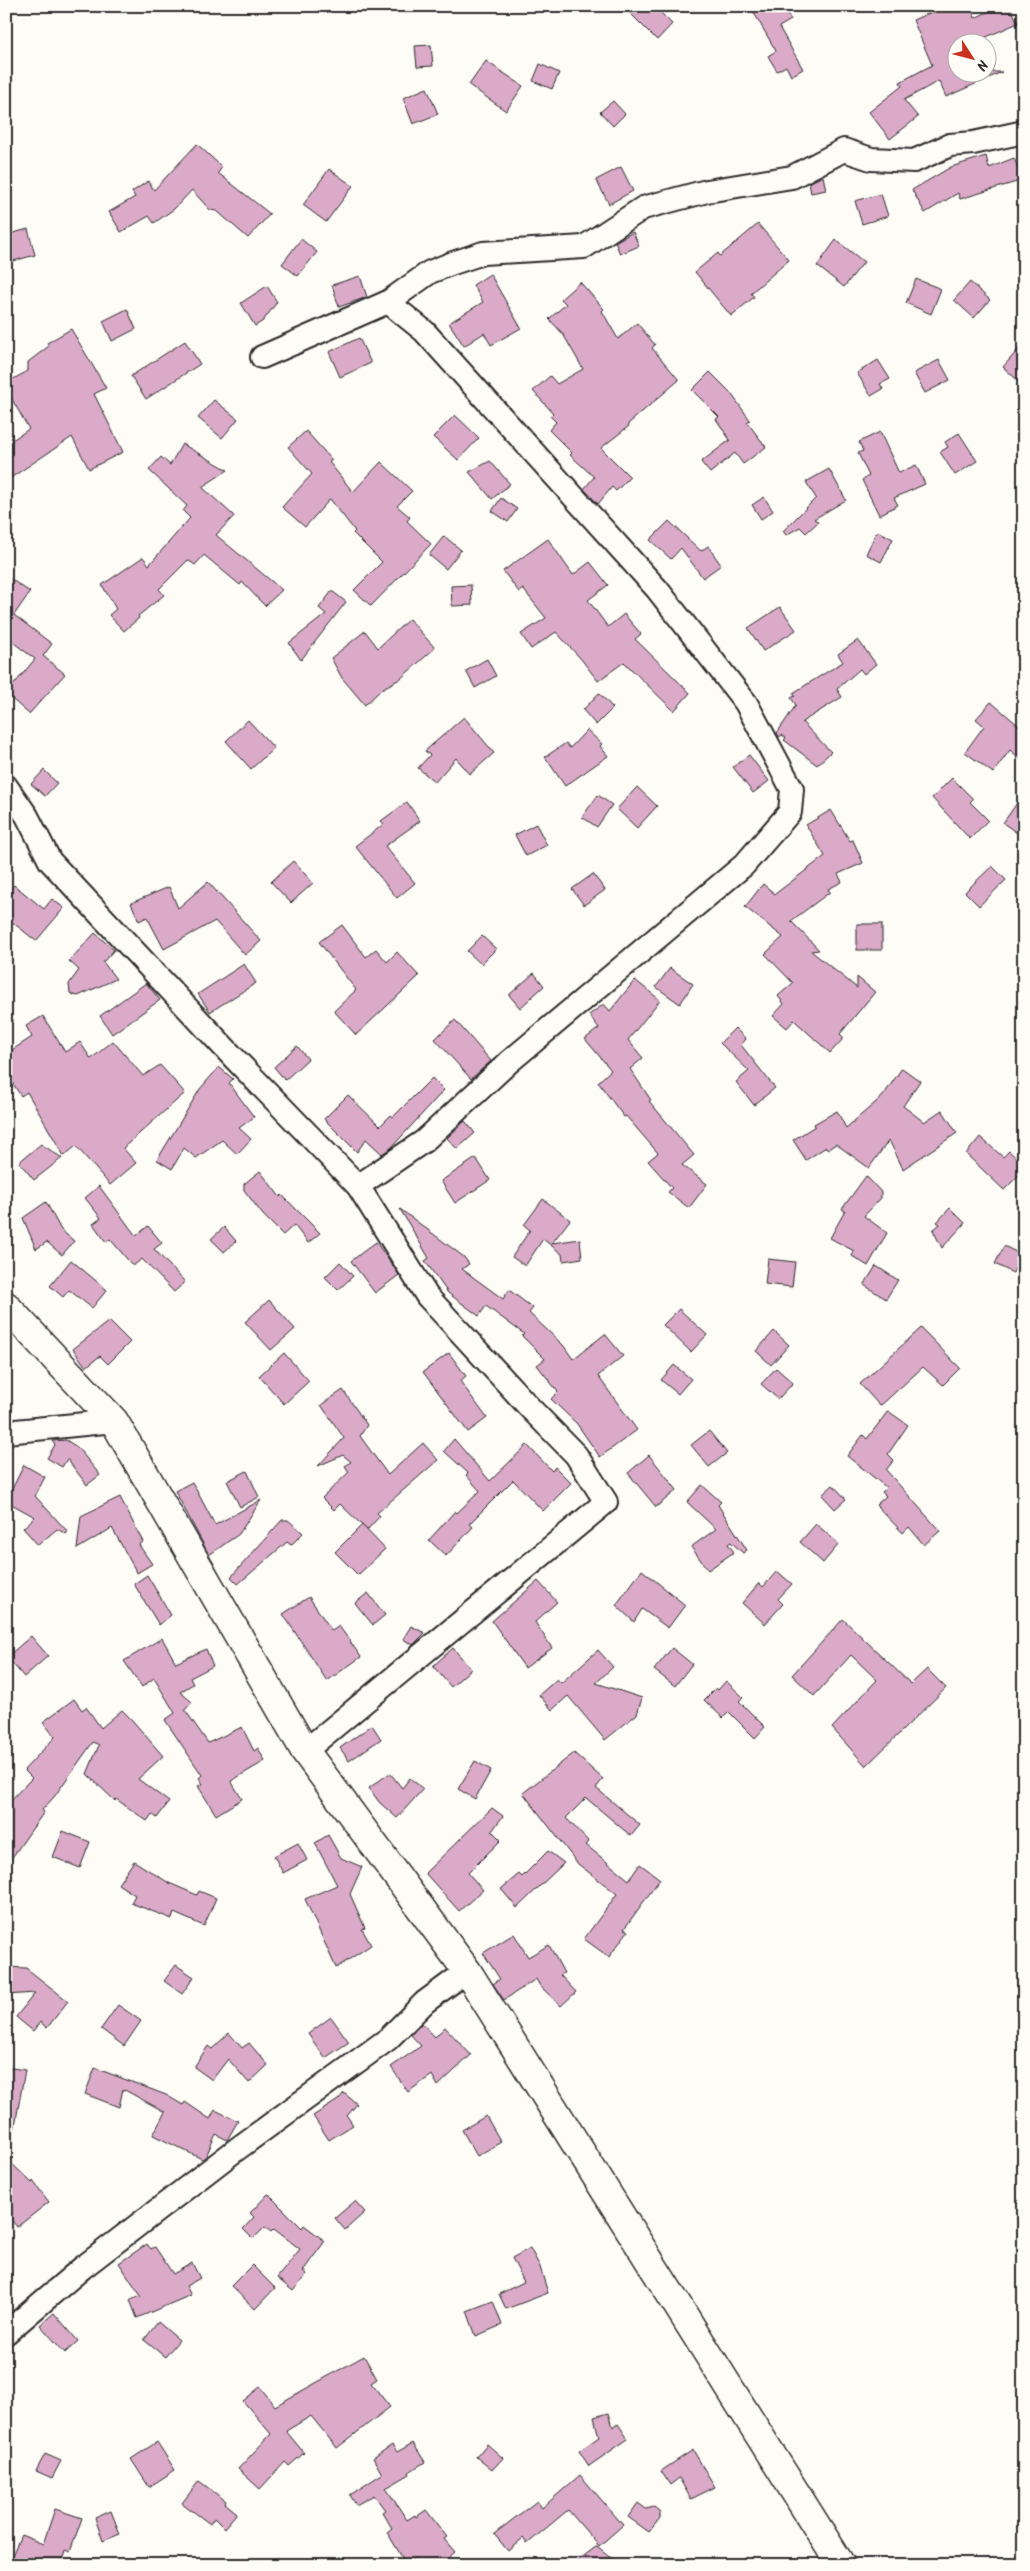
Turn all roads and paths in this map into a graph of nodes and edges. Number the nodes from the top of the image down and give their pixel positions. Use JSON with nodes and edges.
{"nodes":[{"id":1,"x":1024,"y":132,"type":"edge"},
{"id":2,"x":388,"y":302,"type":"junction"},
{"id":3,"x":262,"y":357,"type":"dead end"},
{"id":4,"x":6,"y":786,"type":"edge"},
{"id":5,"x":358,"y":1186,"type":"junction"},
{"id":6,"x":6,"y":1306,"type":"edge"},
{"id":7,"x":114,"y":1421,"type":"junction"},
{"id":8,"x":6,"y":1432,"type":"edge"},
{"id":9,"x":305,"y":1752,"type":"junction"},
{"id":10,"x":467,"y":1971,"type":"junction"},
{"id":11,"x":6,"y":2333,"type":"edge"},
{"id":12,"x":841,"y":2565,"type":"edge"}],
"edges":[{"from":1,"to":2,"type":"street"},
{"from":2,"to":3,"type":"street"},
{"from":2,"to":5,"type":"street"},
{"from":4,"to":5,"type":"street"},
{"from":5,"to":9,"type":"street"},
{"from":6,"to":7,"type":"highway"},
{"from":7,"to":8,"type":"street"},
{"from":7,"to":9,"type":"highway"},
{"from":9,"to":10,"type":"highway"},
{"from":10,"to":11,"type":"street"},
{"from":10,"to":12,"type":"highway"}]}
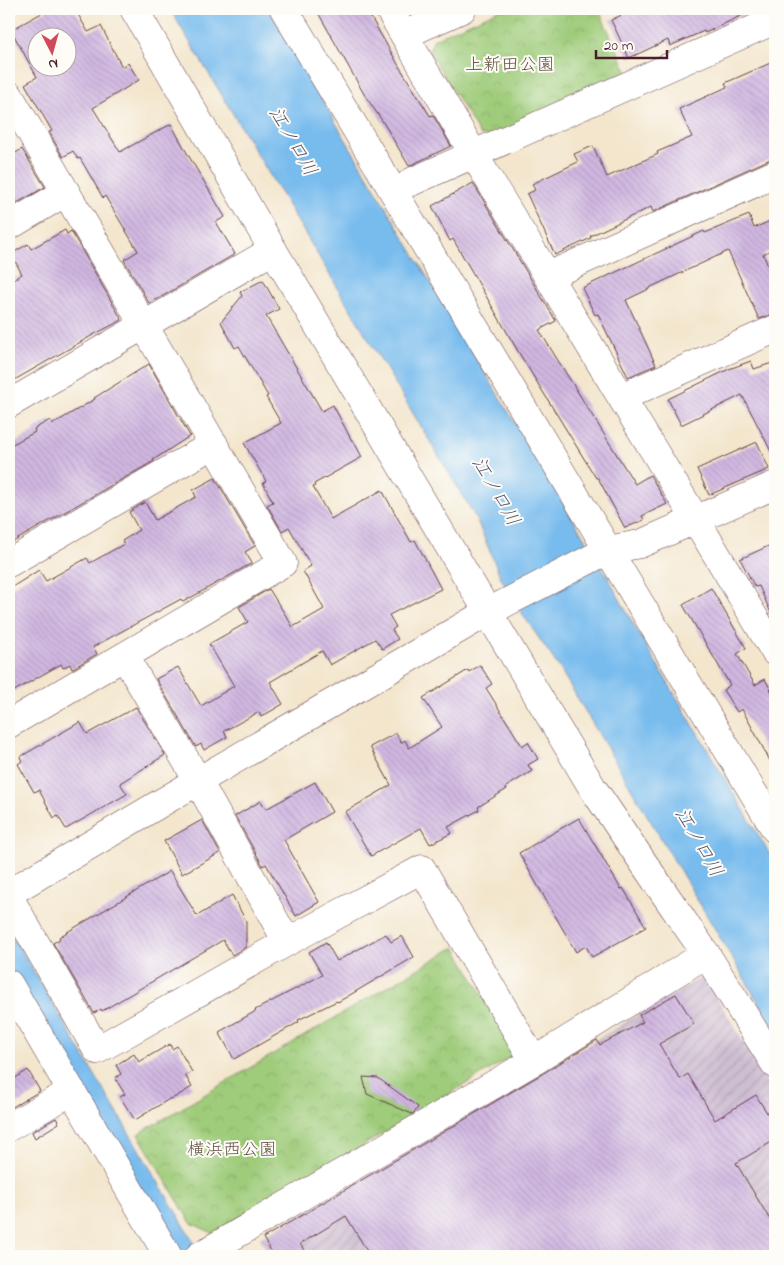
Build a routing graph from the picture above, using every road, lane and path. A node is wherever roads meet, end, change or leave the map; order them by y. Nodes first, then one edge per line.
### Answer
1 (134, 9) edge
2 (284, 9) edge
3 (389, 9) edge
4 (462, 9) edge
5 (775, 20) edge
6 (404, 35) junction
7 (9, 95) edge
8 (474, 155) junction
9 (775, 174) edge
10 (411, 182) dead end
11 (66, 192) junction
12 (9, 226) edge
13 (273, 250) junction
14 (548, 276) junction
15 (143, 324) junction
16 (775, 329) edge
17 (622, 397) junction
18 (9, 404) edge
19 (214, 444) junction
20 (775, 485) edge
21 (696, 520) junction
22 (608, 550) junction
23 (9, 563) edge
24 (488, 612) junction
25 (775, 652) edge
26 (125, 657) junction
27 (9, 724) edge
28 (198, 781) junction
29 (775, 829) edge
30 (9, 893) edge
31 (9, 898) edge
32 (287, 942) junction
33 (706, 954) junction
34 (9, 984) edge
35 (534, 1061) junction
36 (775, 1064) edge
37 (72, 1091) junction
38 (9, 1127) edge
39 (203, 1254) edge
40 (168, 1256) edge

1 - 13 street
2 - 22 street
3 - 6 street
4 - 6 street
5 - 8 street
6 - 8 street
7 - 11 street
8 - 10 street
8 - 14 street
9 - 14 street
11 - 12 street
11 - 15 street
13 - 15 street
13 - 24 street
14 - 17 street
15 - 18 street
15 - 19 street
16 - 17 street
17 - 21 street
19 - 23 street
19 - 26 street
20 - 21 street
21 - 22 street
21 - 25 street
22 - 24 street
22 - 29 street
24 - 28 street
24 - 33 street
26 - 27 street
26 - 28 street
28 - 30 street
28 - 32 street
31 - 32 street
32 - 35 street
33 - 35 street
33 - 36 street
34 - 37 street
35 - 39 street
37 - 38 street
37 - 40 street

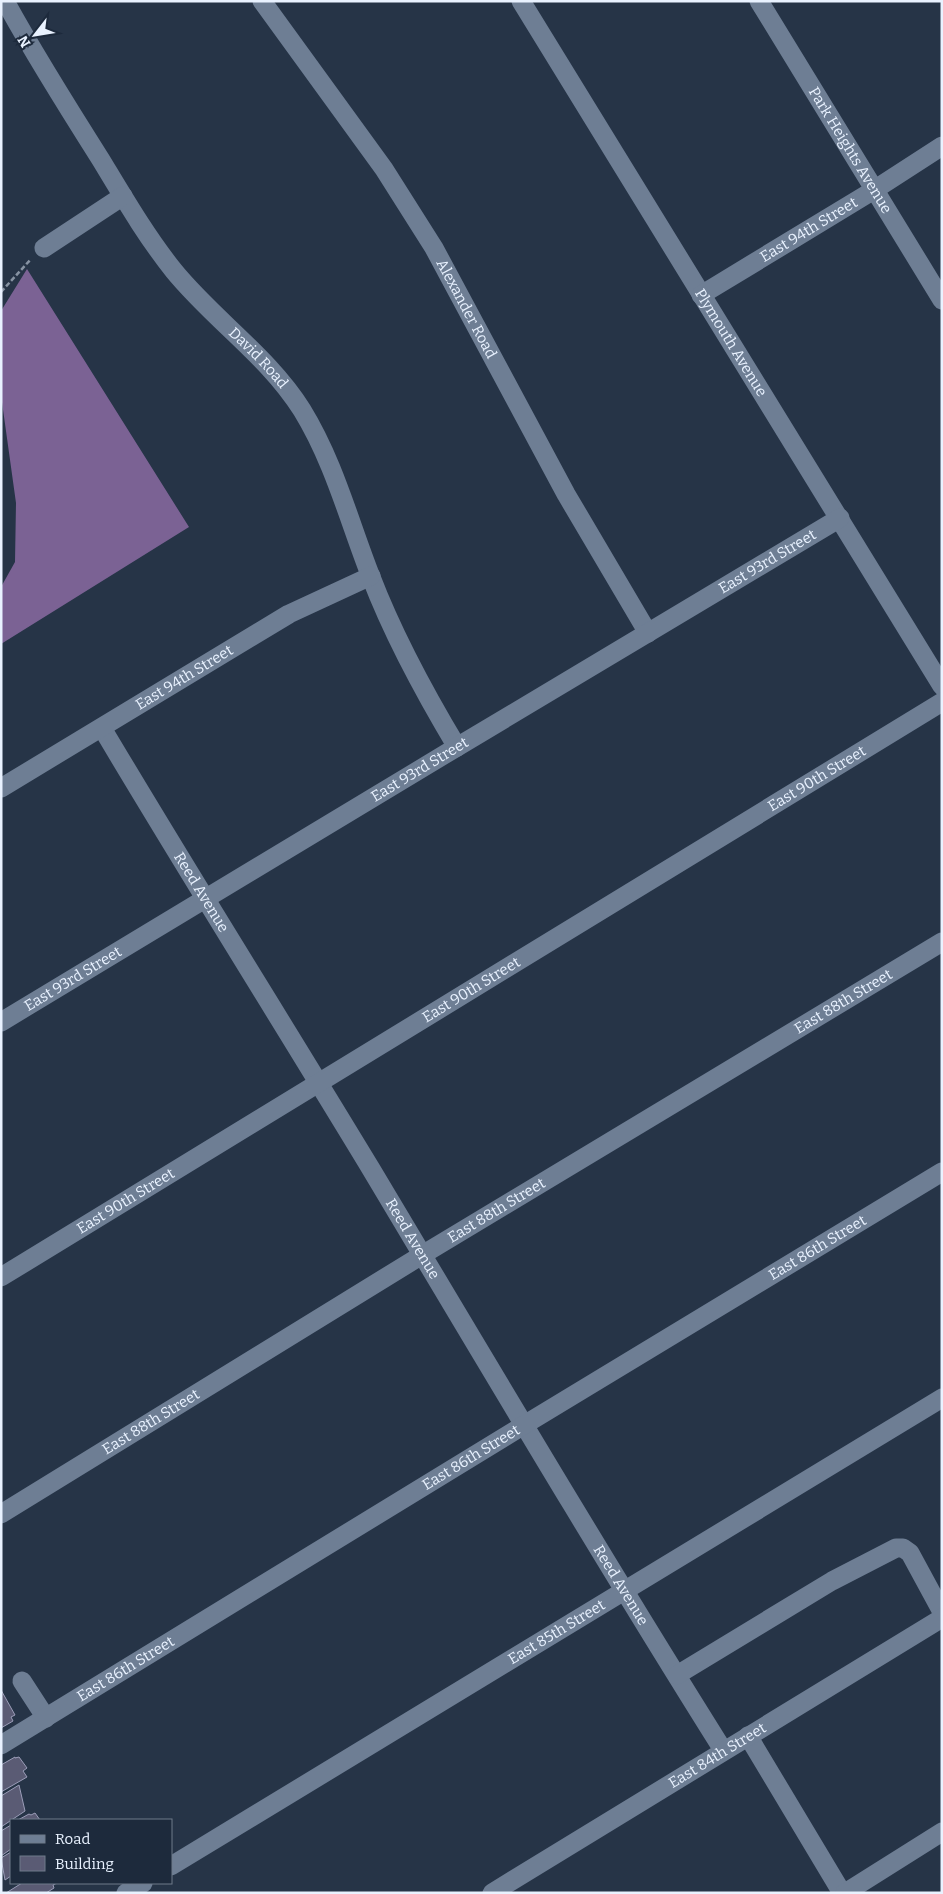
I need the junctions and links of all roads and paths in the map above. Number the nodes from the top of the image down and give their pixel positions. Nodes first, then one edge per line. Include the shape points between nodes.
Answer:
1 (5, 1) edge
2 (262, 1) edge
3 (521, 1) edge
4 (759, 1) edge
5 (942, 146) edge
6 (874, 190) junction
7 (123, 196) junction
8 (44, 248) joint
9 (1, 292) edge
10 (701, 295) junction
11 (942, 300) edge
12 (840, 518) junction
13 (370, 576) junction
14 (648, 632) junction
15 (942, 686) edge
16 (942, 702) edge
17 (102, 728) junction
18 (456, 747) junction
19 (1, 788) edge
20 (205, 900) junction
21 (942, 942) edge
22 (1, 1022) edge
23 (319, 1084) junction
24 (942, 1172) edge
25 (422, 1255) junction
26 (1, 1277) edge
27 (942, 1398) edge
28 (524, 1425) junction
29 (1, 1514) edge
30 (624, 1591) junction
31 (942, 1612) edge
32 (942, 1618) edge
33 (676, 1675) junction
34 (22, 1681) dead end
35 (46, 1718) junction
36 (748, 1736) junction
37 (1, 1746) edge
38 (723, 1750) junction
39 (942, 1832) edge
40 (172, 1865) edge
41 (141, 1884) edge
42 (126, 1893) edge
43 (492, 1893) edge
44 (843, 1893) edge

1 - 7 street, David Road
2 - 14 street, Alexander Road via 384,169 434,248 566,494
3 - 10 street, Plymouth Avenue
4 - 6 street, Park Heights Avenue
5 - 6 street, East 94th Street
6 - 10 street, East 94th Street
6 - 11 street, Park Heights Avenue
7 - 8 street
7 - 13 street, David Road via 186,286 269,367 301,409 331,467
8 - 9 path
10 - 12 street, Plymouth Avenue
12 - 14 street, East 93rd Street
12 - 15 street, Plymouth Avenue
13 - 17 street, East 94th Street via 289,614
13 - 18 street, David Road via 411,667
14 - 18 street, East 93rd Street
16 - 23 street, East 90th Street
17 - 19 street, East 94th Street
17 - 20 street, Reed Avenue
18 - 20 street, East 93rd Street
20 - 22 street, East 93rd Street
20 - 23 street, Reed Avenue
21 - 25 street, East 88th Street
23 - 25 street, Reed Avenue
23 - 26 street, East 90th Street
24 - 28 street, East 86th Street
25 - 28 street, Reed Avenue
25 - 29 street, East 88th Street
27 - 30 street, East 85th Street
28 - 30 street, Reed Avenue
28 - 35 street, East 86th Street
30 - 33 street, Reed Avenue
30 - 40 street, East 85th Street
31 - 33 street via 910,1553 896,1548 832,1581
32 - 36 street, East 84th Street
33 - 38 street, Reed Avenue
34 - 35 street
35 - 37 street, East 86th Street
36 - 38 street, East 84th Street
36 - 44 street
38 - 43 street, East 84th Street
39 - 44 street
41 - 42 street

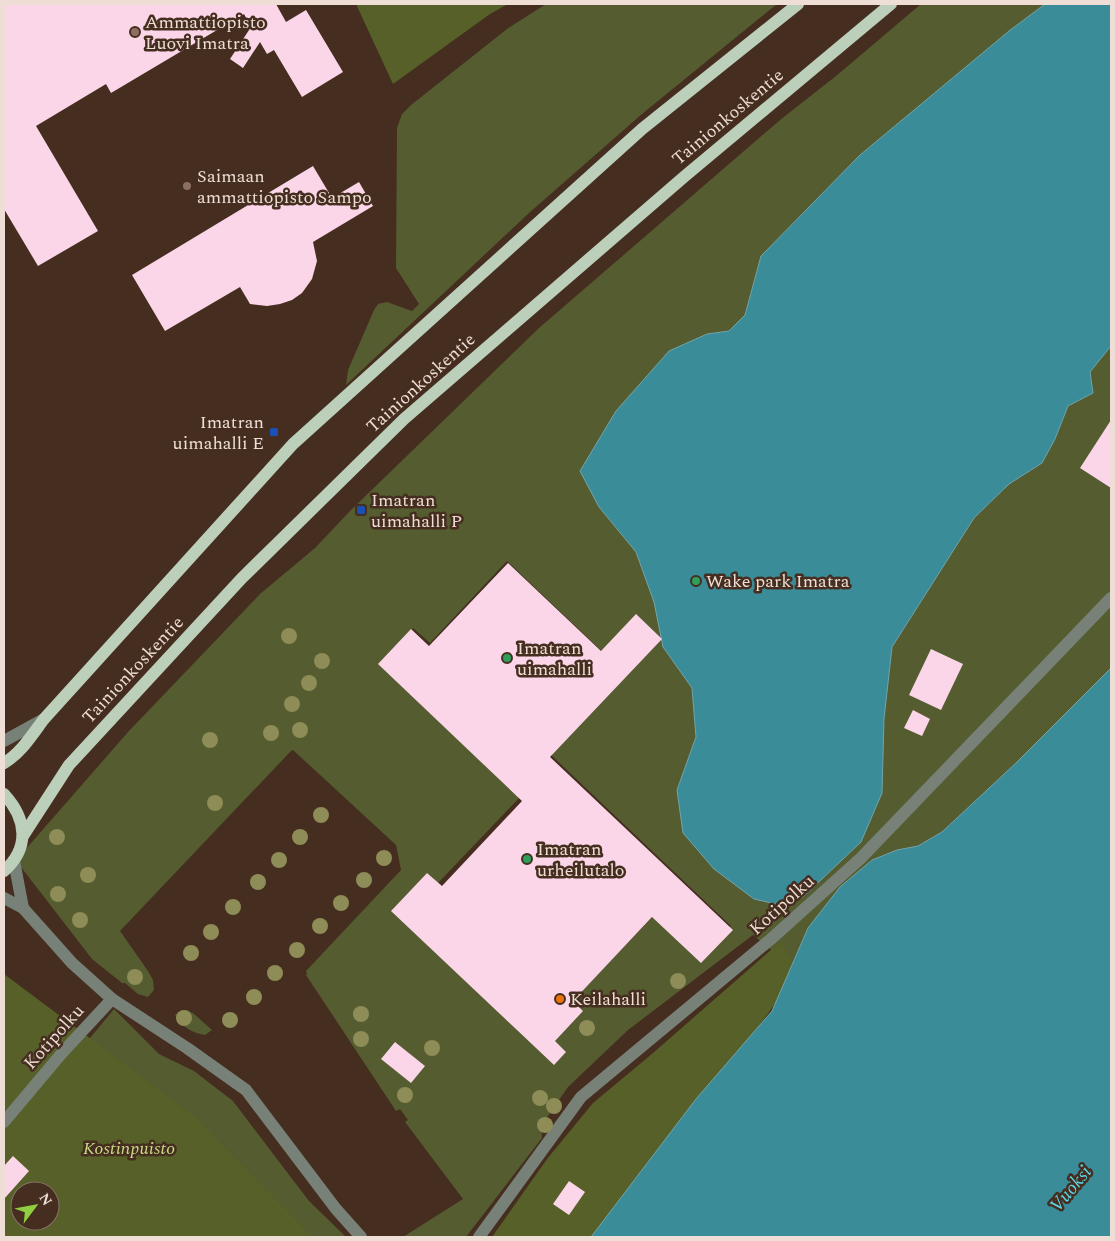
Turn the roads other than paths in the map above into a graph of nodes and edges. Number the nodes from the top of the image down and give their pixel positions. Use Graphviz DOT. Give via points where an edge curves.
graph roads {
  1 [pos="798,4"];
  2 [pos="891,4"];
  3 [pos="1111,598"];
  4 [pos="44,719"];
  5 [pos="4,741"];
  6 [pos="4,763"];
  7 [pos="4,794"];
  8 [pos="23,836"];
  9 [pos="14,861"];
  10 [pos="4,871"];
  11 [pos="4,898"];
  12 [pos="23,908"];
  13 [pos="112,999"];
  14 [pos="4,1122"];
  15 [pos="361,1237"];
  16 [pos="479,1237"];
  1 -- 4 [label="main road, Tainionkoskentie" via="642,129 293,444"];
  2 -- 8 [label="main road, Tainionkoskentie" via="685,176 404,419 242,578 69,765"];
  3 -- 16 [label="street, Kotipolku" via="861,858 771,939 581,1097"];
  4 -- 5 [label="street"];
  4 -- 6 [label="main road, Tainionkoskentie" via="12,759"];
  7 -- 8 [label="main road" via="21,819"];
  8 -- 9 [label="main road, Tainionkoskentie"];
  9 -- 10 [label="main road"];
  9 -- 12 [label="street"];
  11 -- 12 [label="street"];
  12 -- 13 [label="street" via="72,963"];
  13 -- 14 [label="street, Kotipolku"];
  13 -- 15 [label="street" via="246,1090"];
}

----

● **PROBLEM**
Please give back exactly, and with no pictures, the lines from where the listing above begins through the line containing "Build a routing".

● **SOLUTION BELOW**
Turn all roads and paths in this map into a graph of nodes and edges. Number the nodes from the top of the image down and give their pixel positions. Use JSON with nodes and edges.
{"nodes":[{"id":1,"x":1024,"y":132,"type":"edge"},
{"id":2,"x":388,"y":302,"type":"junction"},
{"id":3,"x":262,"y":357,"type":"dead end"},
{"id":4,"x":6,"y":786,"type":"edge"},
{"id":5,"x":358,"y":1186,"type":"junction"},
{"id":6,"x":6,"y":1306,"type":"edge"},
{"id":7,"x":114,"y":1421,"type":"junction"},
{"id":8,"x":6,"y":1432,"type":"edge"},
{"id":9,"x":305,"y":1752,"type":"junction"},
{"id":10,"x":467,"y":1971,"type":"junction"},
{"id":11,"x":6,"y":2333,"type":"edge"},
{"id":12,"x":841,"y":2565,"type":"edge"}],
"edges":[{"from":1,"to":2,"type":"street"},
{"from":2,"to":3,"type":"street"},
{"from":2,"to":5,"type":"street"},
{"from":4,"to":5,"type":"street"},
{"from":5,"to":9,"type":"street"},
{"from":6,"to":7,"type":"highway"},
{"from":7,"to":8,"type":"street"},
{"from":7,"to":9,"type":"highway"},
{"from":9,"to":10,"type":"highway"},
{"from":10,"to":11,"type":"street"},
{"from":10,"to":12,"type":"highway"}]}
Build a routing graph from the picture above, using every road, lane and path. A node is wherever roads meet, end, change or leave the map; order them by y. Nodes first, then one edge per line.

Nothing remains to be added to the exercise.